▸ Given information:

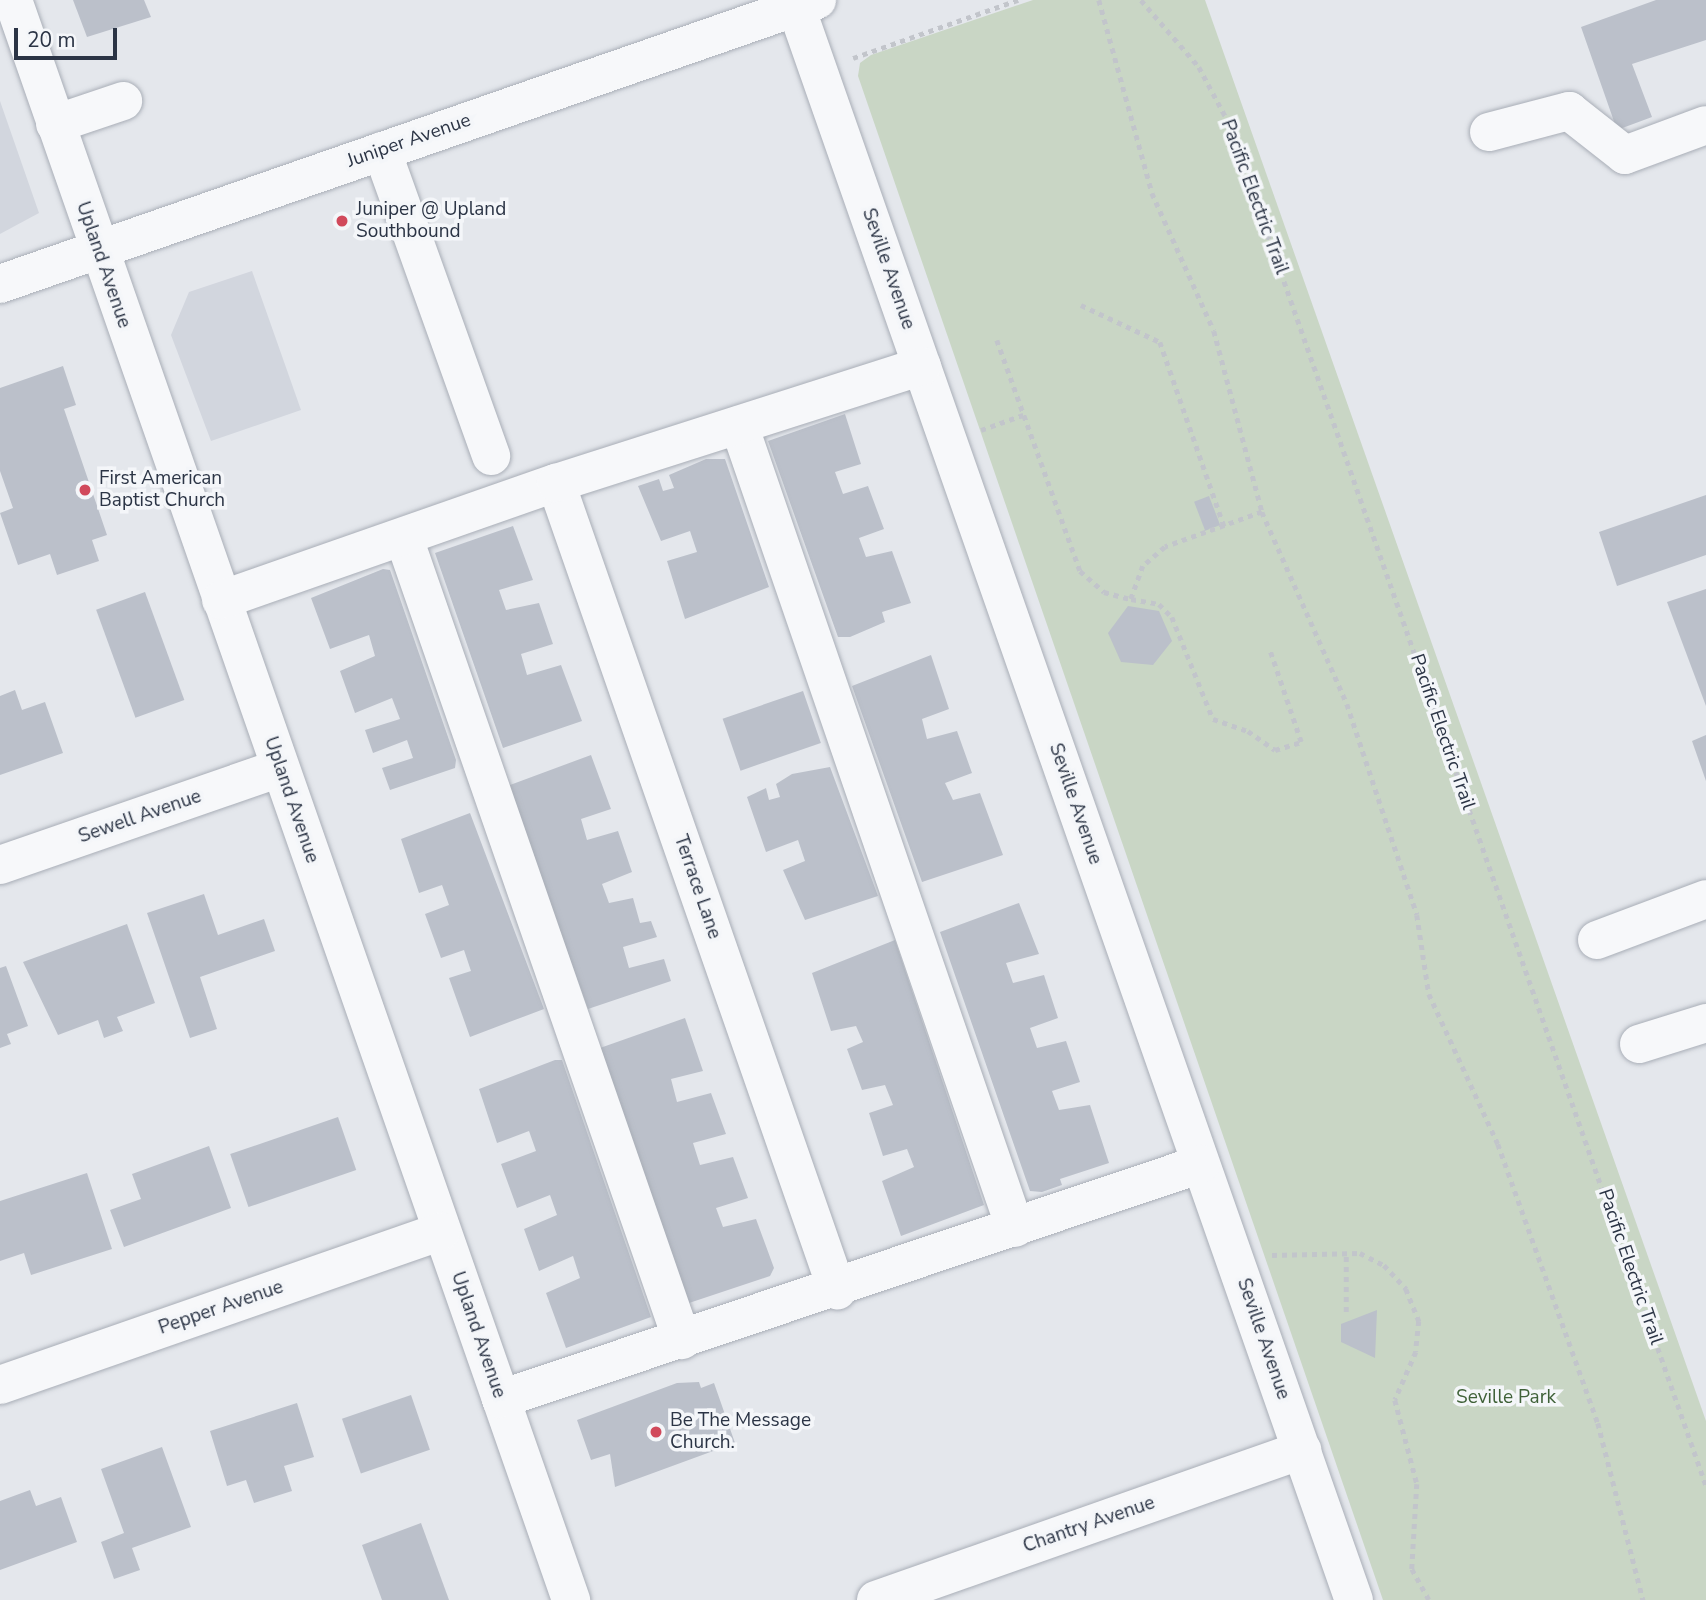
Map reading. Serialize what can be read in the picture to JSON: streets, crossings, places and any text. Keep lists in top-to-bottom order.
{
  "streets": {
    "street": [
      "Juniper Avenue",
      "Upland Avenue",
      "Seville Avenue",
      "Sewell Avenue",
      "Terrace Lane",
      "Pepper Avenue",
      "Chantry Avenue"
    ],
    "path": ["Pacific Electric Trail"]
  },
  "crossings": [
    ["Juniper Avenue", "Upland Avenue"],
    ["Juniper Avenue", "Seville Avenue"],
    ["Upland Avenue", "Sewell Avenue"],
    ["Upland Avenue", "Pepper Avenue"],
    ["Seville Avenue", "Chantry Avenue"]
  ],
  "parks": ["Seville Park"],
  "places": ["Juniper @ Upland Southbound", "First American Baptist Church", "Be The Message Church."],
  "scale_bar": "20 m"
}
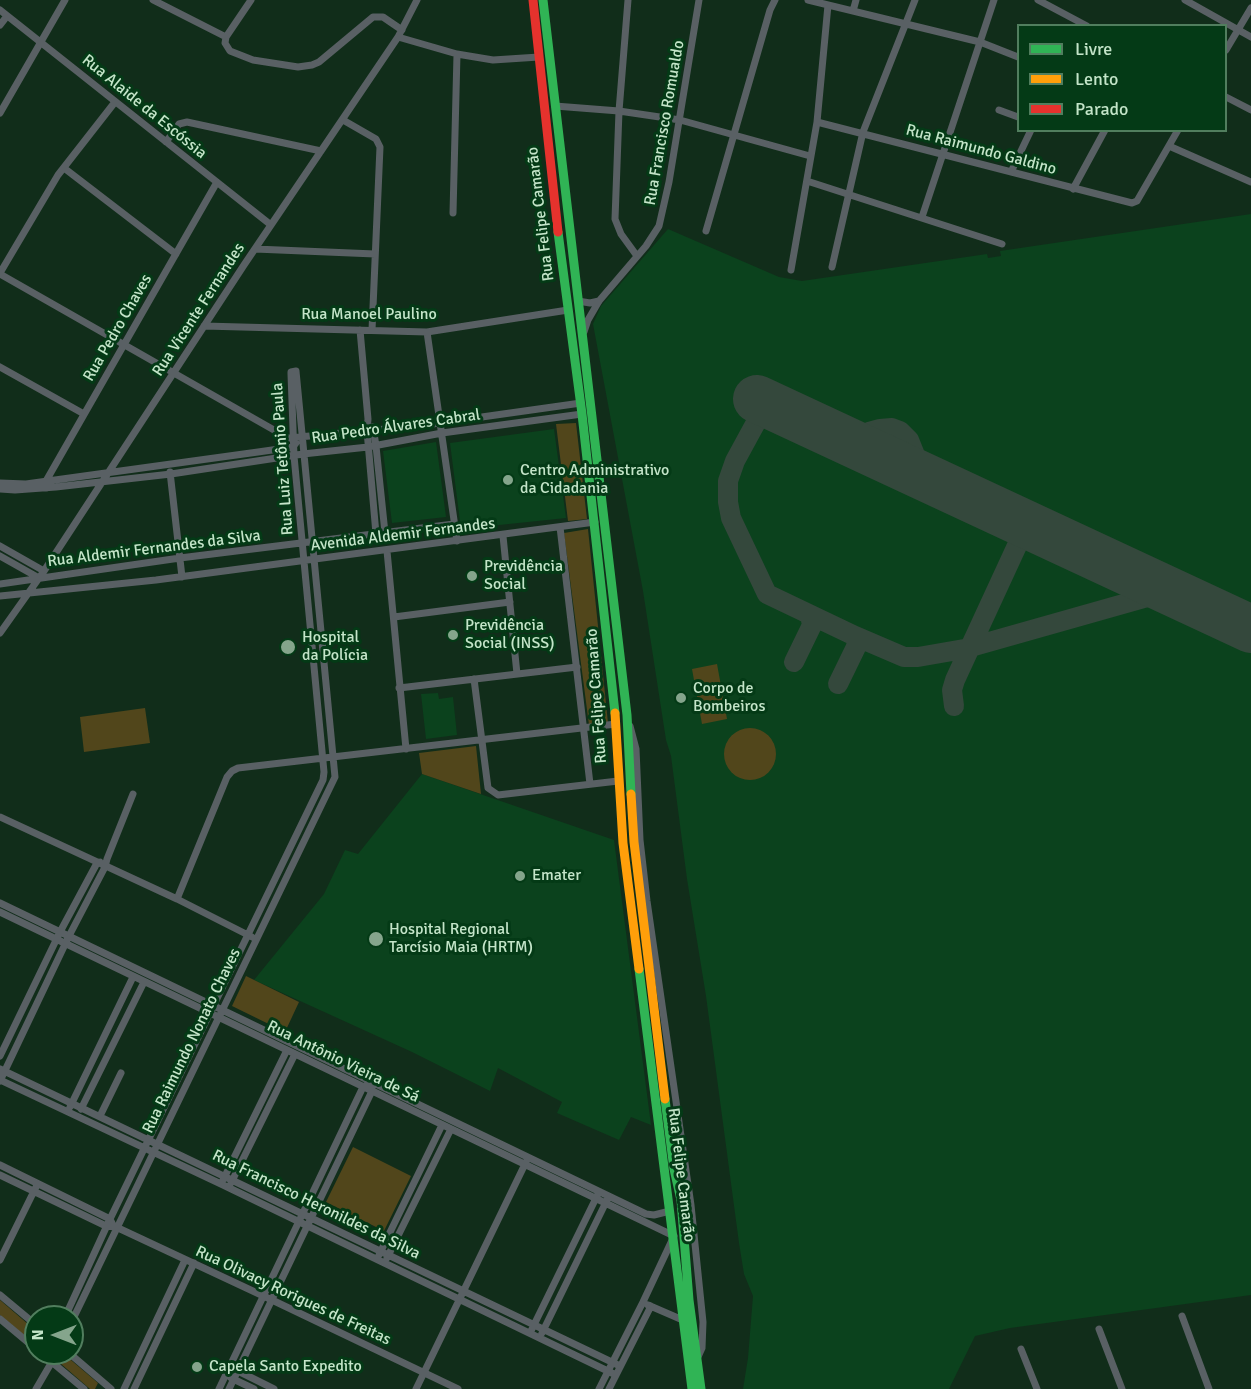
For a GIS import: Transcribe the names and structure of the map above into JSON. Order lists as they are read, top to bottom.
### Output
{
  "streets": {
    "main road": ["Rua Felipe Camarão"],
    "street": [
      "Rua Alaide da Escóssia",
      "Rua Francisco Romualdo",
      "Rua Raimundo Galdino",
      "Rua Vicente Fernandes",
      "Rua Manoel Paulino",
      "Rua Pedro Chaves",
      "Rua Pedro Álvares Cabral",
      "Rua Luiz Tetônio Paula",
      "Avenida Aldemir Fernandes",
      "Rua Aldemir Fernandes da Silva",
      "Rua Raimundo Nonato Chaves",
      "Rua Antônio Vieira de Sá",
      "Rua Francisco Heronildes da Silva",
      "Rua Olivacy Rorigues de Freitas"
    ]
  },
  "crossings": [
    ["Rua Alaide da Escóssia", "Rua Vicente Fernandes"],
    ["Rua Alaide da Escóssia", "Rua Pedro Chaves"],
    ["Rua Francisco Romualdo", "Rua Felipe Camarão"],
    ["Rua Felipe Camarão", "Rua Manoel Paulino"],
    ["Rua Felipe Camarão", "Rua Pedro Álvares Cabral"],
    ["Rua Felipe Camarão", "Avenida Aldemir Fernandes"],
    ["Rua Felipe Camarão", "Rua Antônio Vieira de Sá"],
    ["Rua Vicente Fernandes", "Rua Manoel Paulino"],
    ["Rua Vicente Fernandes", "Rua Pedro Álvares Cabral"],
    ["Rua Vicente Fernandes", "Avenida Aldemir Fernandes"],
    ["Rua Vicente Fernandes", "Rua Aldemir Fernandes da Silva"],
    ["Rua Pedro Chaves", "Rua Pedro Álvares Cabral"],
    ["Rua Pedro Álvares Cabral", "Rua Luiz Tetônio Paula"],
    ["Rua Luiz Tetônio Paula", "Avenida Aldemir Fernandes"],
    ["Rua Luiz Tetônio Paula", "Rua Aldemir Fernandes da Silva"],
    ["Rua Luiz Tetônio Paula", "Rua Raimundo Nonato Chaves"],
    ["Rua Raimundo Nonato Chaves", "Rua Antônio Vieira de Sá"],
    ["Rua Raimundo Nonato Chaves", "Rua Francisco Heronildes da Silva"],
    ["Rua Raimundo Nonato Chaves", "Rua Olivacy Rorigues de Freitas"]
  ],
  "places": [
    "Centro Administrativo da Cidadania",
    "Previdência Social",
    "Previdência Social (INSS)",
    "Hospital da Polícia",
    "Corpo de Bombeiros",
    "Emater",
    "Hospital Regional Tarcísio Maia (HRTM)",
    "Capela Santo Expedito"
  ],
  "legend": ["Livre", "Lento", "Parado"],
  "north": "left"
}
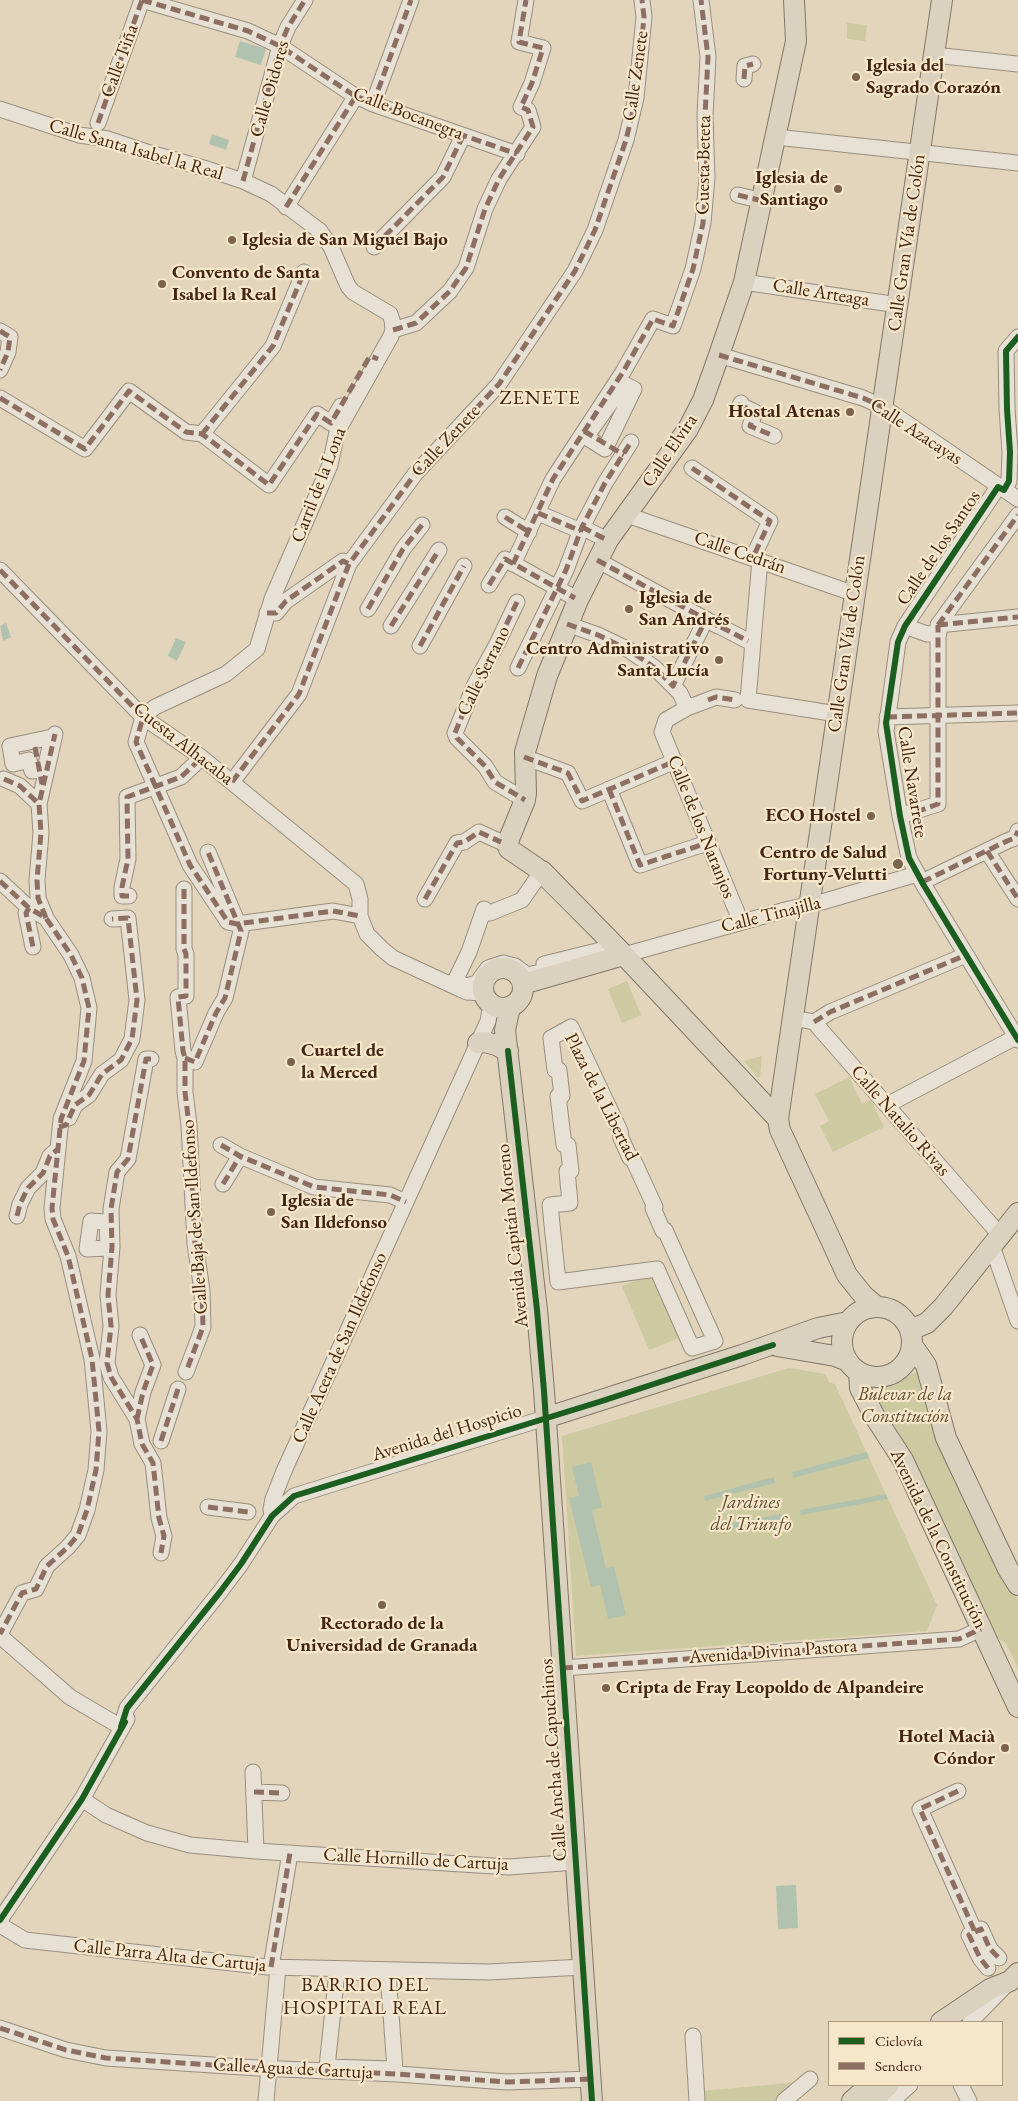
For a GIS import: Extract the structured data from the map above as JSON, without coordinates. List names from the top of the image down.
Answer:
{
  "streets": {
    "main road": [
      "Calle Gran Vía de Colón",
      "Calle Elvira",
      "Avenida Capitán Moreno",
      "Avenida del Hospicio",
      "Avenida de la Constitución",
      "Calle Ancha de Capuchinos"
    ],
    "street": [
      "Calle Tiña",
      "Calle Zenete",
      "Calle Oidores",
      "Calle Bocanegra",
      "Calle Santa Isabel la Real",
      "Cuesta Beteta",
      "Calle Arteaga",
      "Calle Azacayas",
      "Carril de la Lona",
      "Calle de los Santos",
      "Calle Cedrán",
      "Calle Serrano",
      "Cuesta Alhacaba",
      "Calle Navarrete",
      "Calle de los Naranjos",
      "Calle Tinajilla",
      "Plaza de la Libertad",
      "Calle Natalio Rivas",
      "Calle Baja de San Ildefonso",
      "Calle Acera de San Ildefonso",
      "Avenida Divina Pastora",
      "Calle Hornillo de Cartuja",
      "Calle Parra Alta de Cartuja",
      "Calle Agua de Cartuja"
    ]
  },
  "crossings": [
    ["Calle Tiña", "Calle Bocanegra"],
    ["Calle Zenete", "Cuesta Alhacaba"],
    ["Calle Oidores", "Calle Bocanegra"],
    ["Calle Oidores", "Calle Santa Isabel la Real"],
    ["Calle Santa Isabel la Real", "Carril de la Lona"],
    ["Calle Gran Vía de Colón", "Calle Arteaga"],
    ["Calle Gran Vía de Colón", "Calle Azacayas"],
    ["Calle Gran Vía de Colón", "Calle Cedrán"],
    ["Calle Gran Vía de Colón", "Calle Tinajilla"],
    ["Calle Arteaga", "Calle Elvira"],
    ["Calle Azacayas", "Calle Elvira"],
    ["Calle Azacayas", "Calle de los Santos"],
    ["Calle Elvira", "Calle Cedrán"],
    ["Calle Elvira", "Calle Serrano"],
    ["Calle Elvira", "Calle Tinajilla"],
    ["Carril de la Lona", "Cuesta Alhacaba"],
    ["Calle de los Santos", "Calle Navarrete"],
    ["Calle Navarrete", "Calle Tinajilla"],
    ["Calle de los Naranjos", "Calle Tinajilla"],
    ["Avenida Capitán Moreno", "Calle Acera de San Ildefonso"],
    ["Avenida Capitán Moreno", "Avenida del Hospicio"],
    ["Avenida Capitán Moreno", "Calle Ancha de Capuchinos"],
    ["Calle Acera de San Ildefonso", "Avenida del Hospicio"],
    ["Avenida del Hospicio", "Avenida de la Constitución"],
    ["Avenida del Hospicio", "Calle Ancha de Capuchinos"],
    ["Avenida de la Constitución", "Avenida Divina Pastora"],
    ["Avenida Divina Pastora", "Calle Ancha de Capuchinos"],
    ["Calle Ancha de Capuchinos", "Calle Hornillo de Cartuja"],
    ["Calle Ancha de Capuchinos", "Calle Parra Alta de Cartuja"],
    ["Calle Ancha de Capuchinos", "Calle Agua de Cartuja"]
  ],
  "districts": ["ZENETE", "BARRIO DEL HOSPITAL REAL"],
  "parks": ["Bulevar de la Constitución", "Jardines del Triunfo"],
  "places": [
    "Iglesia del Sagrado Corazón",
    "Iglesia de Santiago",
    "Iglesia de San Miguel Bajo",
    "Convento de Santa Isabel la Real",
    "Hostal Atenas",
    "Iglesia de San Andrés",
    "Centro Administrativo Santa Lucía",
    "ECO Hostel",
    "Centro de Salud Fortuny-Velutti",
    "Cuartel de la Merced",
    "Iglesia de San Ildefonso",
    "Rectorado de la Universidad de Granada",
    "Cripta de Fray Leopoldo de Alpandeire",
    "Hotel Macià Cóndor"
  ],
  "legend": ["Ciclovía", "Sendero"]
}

▸ How to complete this task:
Using the data above, show each line where "Álvares" occurs.

▸ Output below:
      "Rua Pedro Álvares Cabral",
    ["Rua Felipe Camarão", "Rua Pedro Álvares Cabral"],
    ["Rua Vicente Fernandes", "Rua Pedro Álvares Cabral"],
    ["Rua Pedro Chaves", "Rua Pedro Álvares Cabral"],
    ["Rua Pedro Álvares Cabral", "Rua Luiz Tetônio Paula"],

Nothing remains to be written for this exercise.